The Global Intelligence Files detail numerous examples of corrupt and unethical behaviour by US intelligence firm Stratfor and its clients. One such example is Stratfor’s surveillance of activists campaigning for redress for the 1984 Union Carbide disaster in Bhopal, India, under contract from the factory’s current owner Dow Chemical. The leak of toxic gas from Union Carbide’s pesticide plant left thousands of Indian citizens dead and is still regarded as the world’s worst ever industrial disaster.
Hammond is not the first individual to be targeted by a grand jury investigation in the Eastern District of Virginia in connection with acts of public interest disclosure for which they have already been convicted. Former military intelligence analyst Chelsea Manning served 7 years in prison before her 35 year sentence was commuted by President Barack Obama in one of his last acts in office.
Manning is currently back in prison for refusing to cooperate with an EDVA grand jury and is being fined 1000 USD for every day she fails to testify. Reports suggest that the grand jury Manning is being held in contempt for not cooperating with is targeting imprisoned WikiLeaks publisher Julian Assange.

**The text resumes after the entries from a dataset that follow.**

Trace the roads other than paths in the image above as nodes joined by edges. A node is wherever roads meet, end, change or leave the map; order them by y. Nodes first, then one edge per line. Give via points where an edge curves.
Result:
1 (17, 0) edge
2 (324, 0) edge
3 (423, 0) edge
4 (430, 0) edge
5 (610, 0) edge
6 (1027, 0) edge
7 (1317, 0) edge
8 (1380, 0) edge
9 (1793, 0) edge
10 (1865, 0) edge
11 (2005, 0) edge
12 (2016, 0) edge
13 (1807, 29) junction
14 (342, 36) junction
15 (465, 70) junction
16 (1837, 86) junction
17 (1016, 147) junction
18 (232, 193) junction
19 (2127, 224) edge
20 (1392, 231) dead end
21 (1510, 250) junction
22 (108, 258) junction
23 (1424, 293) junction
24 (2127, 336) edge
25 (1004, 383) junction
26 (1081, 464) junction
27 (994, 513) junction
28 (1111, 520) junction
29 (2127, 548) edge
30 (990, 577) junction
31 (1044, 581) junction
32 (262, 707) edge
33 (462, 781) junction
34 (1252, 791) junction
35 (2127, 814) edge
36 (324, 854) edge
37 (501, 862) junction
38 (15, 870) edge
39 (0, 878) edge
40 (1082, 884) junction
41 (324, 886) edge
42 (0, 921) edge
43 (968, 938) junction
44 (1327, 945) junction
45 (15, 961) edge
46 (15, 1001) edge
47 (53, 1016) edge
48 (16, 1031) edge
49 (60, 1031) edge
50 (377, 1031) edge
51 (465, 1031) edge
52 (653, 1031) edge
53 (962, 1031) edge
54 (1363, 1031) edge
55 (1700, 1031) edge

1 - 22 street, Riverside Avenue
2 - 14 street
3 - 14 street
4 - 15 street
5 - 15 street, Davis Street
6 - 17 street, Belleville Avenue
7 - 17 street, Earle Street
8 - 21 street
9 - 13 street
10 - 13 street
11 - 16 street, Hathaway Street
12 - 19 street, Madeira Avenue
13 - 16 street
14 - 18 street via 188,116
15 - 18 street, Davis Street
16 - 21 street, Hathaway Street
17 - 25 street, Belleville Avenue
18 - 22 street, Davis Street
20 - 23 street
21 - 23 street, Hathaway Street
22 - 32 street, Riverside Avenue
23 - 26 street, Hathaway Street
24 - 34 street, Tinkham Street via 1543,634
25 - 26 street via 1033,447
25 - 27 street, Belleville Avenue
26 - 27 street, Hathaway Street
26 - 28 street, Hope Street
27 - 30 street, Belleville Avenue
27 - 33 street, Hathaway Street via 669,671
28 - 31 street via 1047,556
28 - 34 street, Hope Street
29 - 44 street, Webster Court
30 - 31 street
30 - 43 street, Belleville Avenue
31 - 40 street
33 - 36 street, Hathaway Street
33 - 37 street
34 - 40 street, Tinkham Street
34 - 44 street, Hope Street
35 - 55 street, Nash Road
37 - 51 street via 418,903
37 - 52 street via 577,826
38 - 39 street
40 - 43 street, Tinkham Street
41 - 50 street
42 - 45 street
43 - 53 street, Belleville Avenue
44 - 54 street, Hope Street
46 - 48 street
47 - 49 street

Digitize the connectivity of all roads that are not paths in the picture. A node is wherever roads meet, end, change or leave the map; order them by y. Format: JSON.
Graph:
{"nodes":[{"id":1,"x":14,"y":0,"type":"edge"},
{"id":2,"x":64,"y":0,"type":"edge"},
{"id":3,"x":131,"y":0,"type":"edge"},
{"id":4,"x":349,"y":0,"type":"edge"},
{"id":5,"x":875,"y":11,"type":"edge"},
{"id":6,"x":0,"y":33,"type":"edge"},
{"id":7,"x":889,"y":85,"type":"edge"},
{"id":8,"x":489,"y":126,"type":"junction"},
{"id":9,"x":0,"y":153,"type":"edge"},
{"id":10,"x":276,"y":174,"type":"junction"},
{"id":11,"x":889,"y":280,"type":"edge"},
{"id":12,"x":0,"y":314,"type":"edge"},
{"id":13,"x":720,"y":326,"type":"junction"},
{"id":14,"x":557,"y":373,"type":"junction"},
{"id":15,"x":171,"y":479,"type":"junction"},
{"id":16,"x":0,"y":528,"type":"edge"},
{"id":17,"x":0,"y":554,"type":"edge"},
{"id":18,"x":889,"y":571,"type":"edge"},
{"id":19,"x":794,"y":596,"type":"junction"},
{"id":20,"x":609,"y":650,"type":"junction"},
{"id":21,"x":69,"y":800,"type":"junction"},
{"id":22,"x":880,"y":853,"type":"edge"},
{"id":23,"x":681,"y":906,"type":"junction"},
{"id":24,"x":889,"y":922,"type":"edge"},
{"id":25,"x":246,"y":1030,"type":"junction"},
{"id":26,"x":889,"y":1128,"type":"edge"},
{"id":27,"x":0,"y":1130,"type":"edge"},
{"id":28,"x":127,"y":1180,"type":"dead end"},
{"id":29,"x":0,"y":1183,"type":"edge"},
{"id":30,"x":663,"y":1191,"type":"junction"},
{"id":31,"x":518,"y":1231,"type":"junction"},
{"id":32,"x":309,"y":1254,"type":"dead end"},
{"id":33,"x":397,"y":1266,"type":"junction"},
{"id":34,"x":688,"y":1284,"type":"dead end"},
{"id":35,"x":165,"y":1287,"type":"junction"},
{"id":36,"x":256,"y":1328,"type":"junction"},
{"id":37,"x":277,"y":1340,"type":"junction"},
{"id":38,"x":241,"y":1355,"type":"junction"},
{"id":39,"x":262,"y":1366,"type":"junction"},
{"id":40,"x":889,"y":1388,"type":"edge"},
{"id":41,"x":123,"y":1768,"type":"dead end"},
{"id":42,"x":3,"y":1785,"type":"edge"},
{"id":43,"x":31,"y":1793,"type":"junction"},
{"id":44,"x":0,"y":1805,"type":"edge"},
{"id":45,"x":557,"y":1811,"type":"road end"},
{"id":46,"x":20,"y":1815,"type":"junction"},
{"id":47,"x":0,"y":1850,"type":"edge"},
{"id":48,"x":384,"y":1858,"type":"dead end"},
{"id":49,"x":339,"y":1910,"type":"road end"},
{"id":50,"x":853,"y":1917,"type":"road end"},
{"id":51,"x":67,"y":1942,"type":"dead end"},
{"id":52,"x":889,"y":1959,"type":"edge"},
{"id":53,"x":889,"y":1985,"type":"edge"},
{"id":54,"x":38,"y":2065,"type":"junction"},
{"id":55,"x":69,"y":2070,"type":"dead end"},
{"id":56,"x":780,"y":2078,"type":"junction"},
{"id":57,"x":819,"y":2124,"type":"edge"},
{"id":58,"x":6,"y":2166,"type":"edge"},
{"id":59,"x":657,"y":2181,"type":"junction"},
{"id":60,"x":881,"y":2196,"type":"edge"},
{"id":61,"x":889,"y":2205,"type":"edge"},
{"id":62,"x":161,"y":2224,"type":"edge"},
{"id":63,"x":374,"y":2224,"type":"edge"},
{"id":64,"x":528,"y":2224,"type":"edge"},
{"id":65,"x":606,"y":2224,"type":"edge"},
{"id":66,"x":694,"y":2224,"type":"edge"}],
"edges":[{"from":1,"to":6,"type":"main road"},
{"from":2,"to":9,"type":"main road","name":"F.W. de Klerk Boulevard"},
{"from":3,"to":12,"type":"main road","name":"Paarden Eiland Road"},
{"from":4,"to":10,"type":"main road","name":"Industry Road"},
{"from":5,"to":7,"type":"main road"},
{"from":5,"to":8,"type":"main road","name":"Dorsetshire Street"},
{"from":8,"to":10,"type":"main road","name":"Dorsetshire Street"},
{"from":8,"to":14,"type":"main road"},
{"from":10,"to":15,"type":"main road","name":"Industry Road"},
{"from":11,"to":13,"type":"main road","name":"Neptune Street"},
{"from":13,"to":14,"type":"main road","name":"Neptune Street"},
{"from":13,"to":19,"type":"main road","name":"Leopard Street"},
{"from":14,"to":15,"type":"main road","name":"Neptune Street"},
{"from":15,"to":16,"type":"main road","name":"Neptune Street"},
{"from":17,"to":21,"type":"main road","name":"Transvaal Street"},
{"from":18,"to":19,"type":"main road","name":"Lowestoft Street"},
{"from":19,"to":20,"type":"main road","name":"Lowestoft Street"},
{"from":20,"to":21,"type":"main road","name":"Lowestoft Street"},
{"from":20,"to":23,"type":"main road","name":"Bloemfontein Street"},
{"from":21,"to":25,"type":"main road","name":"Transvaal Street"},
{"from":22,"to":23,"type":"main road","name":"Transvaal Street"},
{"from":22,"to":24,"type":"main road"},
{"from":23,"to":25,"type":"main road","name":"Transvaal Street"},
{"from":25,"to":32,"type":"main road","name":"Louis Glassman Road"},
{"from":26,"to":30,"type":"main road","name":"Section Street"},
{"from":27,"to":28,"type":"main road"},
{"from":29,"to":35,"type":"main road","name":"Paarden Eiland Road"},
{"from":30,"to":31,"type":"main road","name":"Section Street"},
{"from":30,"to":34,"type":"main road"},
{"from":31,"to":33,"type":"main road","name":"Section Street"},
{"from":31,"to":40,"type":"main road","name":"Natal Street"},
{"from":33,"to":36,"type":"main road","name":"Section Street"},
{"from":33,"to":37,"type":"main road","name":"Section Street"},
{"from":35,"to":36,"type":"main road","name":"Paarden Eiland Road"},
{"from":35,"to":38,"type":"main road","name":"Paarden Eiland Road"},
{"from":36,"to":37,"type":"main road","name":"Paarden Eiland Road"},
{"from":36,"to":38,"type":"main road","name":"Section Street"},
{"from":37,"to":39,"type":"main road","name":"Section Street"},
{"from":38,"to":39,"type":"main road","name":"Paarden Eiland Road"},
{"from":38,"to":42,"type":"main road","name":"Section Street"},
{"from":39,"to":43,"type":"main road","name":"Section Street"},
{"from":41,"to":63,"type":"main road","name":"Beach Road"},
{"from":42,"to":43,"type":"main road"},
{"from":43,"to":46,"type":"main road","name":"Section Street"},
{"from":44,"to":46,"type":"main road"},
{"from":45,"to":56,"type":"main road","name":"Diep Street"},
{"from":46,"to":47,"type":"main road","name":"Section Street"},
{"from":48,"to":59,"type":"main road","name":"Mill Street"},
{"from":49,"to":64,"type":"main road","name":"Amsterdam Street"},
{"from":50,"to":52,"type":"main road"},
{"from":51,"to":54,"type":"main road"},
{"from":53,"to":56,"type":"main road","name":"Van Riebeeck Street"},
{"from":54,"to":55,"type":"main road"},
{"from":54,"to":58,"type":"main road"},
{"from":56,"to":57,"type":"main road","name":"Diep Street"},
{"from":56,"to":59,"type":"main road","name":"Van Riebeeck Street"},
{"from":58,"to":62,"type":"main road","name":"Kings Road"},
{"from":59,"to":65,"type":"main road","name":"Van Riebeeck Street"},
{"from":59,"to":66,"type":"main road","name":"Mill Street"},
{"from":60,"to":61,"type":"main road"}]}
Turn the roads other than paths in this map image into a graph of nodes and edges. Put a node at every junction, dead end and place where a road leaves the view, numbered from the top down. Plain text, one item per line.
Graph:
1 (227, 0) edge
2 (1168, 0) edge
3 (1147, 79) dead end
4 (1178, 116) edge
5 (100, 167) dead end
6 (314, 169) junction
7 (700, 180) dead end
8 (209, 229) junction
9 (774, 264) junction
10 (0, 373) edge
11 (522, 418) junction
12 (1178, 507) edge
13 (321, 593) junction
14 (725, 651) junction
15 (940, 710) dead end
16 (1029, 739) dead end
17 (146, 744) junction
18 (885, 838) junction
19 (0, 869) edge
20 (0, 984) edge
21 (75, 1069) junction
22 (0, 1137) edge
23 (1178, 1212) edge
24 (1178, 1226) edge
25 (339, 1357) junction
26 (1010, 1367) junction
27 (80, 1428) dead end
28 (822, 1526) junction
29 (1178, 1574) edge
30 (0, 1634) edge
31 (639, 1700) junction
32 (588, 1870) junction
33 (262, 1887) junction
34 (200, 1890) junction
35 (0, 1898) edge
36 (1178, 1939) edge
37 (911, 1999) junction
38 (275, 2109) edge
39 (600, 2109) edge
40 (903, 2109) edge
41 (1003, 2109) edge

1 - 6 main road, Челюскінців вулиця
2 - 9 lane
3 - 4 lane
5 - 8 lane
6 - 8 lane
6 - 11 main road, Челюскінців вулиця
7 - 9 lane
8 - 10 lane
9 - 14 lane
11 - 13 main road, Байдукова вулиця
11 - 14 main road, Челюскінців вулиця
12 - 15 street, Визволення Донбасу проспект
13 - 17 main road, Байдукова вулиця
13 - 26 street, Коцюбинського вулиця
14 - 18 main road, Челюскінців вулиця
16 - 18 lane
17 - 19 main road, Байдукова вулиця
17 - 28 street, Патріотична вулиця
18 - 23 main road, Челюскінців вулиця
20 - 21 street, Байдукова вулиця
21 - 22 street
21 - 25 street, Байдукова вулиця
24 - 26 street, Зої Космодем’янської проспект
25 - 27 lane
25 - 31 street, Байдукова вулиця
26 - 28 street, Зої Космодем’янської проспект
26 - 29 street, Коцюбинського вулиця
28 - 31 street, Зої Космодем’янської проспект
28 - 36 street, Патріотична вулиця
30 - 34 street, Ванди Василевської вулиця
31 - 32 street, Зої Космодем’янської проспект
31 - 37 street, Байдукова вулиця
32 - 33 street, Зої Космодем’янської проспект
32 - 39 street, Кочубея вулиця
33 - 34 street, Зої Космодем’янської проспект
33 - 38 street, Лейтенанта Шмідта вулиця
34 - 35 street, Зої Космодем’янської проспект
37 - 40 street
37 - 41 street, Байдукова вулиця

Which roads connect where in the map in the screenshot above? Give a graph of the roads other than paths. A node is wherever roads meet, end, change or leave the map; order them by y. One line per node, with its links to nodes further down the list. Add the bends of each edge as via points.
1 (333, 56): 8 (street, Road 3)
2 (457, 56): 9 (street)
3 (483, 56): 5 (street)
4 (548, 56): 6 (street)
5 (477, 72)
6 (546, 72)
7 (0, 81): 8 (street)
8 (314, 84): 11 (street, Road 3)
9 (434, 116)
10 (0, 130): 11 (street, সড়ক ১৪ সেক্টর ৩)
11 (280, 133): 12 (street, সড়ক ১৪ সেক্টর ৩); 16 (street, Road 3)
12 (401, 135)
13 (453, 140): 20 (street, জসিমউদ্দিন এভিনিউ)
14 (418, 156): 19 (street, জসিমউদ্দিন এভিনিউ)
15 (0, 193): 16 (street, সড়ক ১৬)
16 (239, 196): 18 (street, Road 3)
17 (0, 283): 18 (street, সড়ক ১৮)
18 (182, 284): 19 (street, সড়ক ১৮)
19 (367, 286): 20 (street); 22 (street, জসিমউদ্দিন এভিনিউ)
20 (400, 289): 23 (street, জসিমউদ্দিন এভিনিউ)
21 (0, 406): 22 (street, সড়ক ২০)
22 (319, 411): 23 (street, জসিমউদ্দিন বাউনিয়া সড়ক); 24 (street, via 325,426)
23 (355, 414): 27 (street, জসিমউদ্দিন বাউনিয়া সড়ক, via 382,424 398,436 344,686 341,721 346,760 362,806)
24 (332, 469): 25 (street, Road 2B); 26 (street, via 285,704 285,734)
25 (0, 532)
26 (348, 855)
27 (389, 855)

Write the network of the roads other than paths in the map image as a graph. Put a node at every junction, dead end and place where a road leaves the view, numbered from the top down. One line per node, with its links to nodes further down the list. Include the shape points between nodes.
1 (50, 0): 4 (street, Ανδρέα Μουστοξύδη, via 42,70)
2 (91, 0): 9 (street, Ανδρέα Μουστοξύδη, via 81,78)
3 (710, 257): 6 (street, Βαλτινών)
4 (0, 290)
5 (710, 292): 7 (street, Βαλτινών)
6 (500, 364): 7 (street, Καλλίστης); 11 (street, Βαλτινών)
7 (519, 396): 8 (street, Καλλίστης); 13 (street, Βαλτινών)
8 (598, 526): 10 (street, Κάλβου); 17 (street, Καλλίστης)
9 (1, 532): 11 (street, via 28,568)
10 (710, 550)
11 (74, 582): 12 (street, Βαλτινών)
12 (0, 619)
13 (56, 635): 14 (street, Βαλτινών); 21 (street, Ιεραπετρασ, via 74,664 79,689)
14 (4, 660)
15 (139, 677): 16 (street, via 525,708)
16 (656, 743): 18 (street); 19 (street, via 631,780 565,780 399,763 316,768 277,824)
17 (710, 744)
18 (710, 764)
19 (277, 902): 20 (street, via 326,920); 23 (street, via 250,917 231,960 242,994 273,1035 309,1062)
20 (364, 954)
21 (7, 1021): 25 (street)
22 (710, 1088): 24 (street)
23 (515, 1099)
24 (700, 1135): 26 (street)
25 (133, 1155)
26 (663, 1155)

Assange faces unprecedented charges under the 1917 Espionage Act for the publication of true information in the public interest. If convicted, he will serve 175 years – an effective death sentence.
Hammond pleaded guilty to one count under the US Computer Fraud and Abuse Act in 2013. His non-cooperating plea deal grants him immunity from prosecution in every federal court district in the United States. He was due to be released from prison at the end of the year.